___ Study material ___
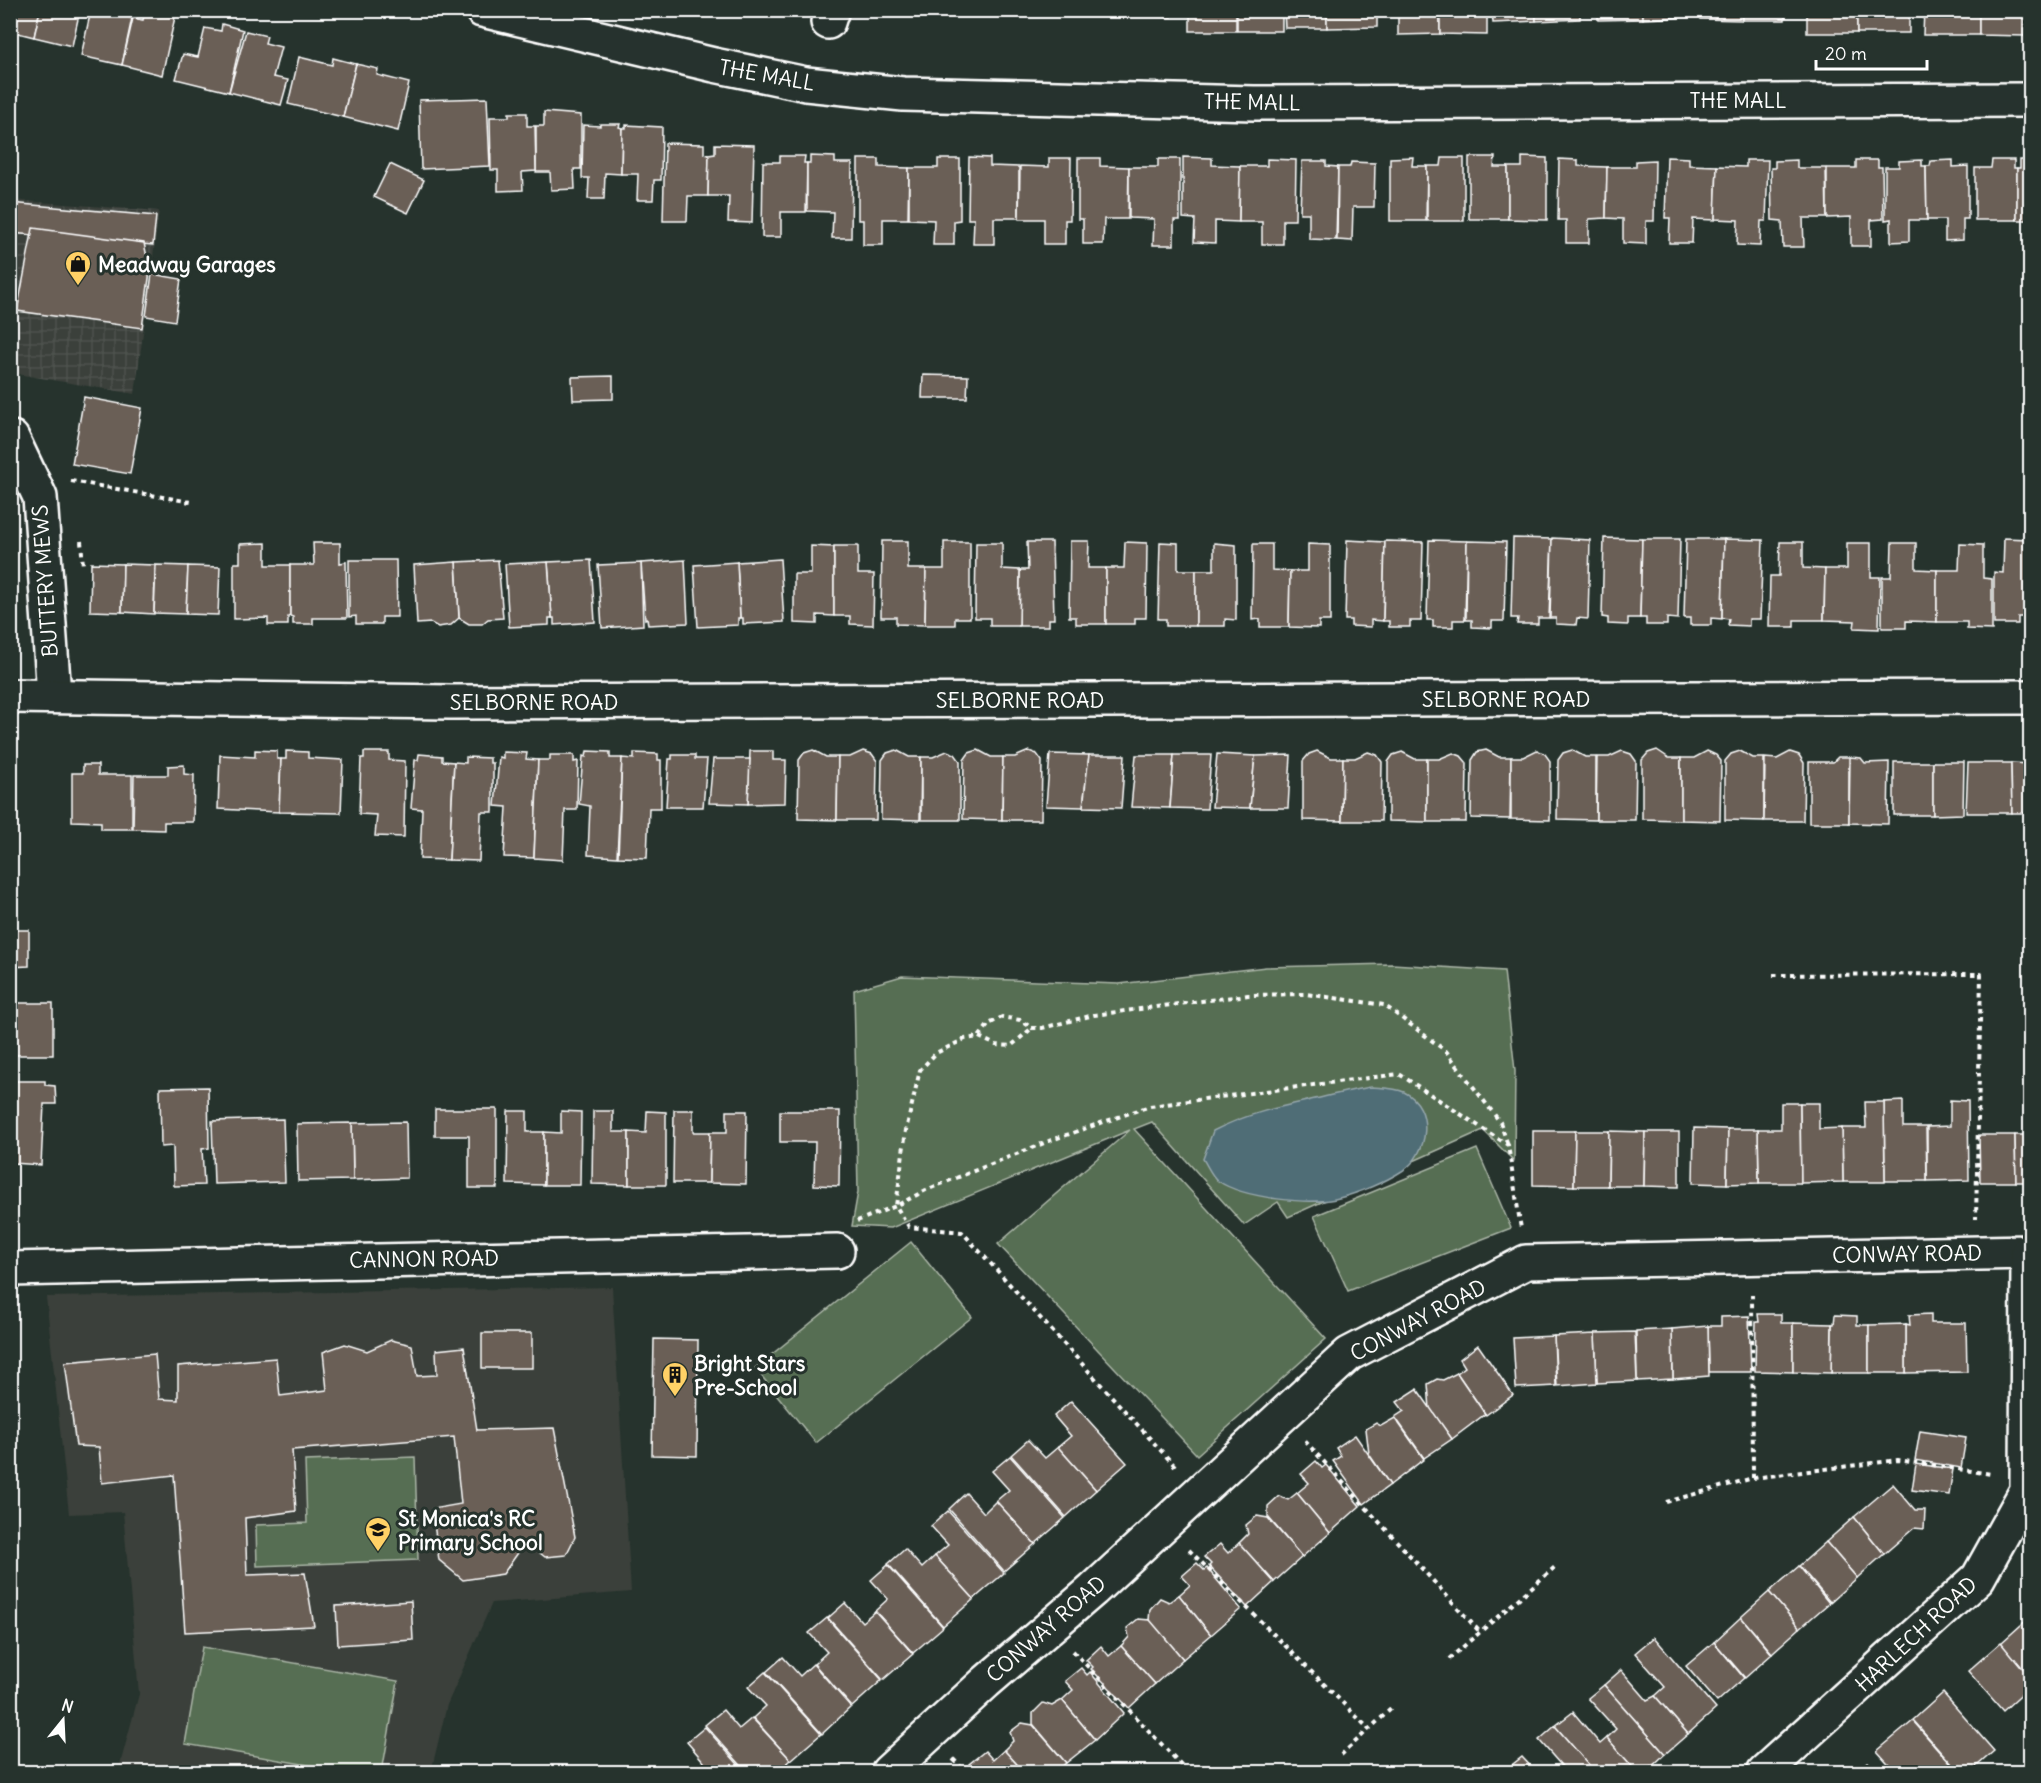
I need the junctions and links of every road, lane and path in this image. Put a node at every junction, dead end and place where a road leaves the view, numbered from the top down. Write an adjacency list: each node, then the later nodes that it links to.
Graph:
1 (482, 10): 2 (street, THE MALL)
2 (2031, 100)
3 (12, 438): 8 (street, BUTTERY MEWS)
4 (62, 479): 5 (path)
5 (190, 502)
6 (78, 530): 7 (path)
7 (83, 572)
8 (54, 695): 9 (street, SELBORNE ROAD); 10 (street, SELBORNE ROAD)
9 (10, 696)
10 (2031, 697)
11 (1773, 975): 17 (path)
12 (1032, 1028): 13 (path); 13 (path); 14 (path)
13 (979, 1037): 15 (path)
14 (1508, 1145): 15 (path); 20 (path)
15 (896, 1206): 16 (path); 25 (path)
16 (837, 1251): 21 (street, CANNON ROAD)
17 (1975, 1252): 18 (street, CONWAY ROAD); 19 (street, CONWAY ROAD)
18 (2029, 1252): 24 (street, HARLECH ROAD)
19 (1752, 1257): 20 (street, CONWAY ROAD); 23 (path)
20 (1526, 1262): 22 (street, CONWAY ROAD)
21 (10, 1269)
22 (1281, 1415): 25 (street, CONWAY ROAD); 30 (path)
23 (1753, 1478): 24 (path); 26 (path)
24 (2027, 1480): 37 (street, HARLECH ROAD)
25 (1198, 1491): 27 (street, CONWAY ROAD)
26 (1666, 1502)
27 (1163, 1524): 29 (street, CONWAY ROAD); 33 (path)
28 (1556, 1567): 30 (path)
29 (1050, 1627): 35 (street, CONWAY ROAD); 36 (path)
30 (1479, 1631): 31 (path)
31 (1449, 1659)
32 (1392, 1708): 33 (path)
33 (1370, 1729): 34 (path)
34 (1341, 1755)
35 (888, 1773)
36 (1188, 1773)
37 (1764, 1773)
___
Your goal: Every line of the entries above that holds "CONWAY" should be copied out.

Result for this task:
17 (1975, 1252): 18 (street, CONWAY ROAD); 19 (street, CONWAY ROAD)
19 (1752, 1257): 20 (street, CONWAY ROAD); 23 (path)
20 (1526, 1262): 22 (street, CONWAY ROAD)
22 (1281, 1415): 25 (street, CONWAY ROAD); 30 (path)
25 (1198, 1491): 27 (street, CONWAY ROAD)
27 (1163, 1524): 29 (street, CONWAY ROAD); 33 (path)
29 (1050, 1627): 35 (street, CONWAY ROAD); 36 (path)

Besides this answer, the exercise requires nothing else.